Ninguno de los grandes pequeños temas de Walser está ausente en ellos. Se diría que, antes o después de empezar su periplo por las instituciones psiquiátricas, Walser nunca dejó de anotar el mundo como quien registra una tierra baldía donde se yerguen presencias sin porvenir, de verse él mismo en la periferia de la pesadilla burguesa, afuera de los grupos, los viajes, las invitaciones, el éxito.

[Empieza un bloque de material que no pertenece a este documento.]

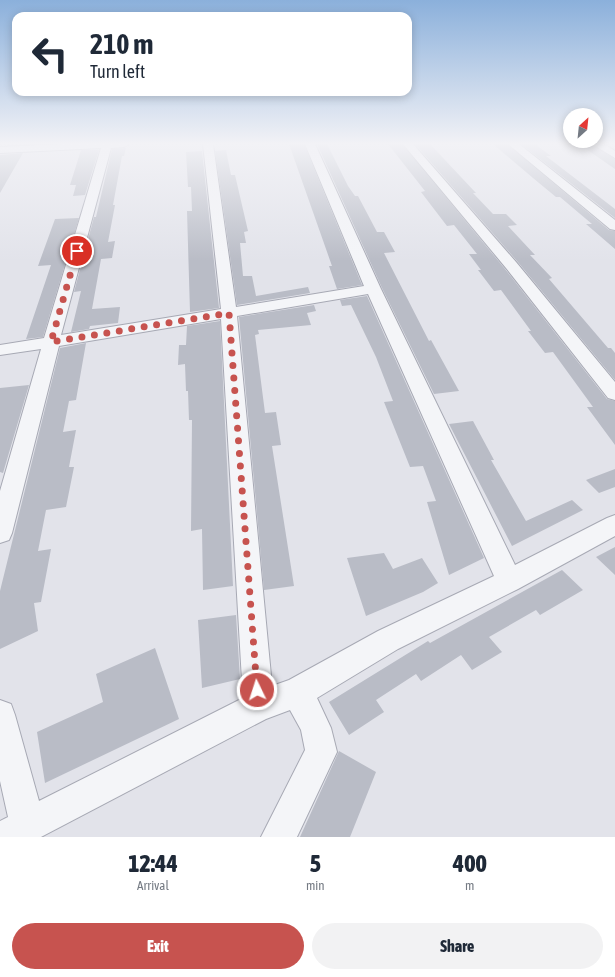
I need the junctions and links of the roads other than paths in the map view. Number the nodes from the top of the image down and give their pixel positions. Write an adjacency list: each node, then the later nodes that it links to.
1 (96, 183): 9 (street)
2 (213, 183): 8 (street)
3 (327, 183): 7 (street)
4 (441, 183): 11 (street)
5 (562, 183): 6 (street)
6 (615, 226)
7 (373, 289): 8 (street); 14 (street)
8 (229, 313): 9 (street); 16 (street)
9 (51, 342): 10 (street); 13 (street)
10 (0, 350)
11 (615, 394)
12 (615, 525): 14 (street)
13 (0, 533)
14 (509, 581): 15 (street)
15 (296, 693): 16 (street); 19 (street)
16 (258, 706): 18 (street)
17 (0, 715): 18 (street)
18 (16, 831)
19 (279, 837)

La Naturaleza no viaja, decía. Se hubiera dicho un vanguardista solitario que combinaba lo profético y lo arcaico, lo provinciano y el exilio, la profundidad reflexiva y una suerte de picaresca negra. En 1905 había servido las mesas en un castillo de la Alta Silesia (también fue mayordomo, acompañante, doméstico), y no es improbable que, como lo confesó a un psiquiatra, nunca haya tenido relaciones sexuales.
Elias Canetti dijo que el asilo psiquiátrico era el «monasterio de la modernidad». También leyó el entusiasmo frío de las ficciones de Walser como estrategia para silenciar el miedo y salvarse, anticipándose con saña, de la inesperada crueldad del mundo.
Yo agregaría que los microgramas, en tanto orgías de empequeñecimiento, delatan una preferencia de Walser por la desgracia, lo negativo y el fracaso. Y también, tal vez, la convicción de que, sólo pronunciando un demoníaco ilegible, un contratono irrecuperable, le sería posible sustraerse a la domesticación de la institución literaria, único amo al que no quiso servir.
Cuentan que uno de sus visitantes en el asilo de Waldau quiso saber si estaba escribiendo. Walser lo miró sorprendido: «No estoy aquí para escribir, sino para estar loco».
La frase es de una sagacidad extraordinaria. Hace de la locura un derecho, un antídoto contra el horrible deber de producir. En ese gesto paradojal se alumbra, también, uno de los escritores más irrepetibles del siglo xx.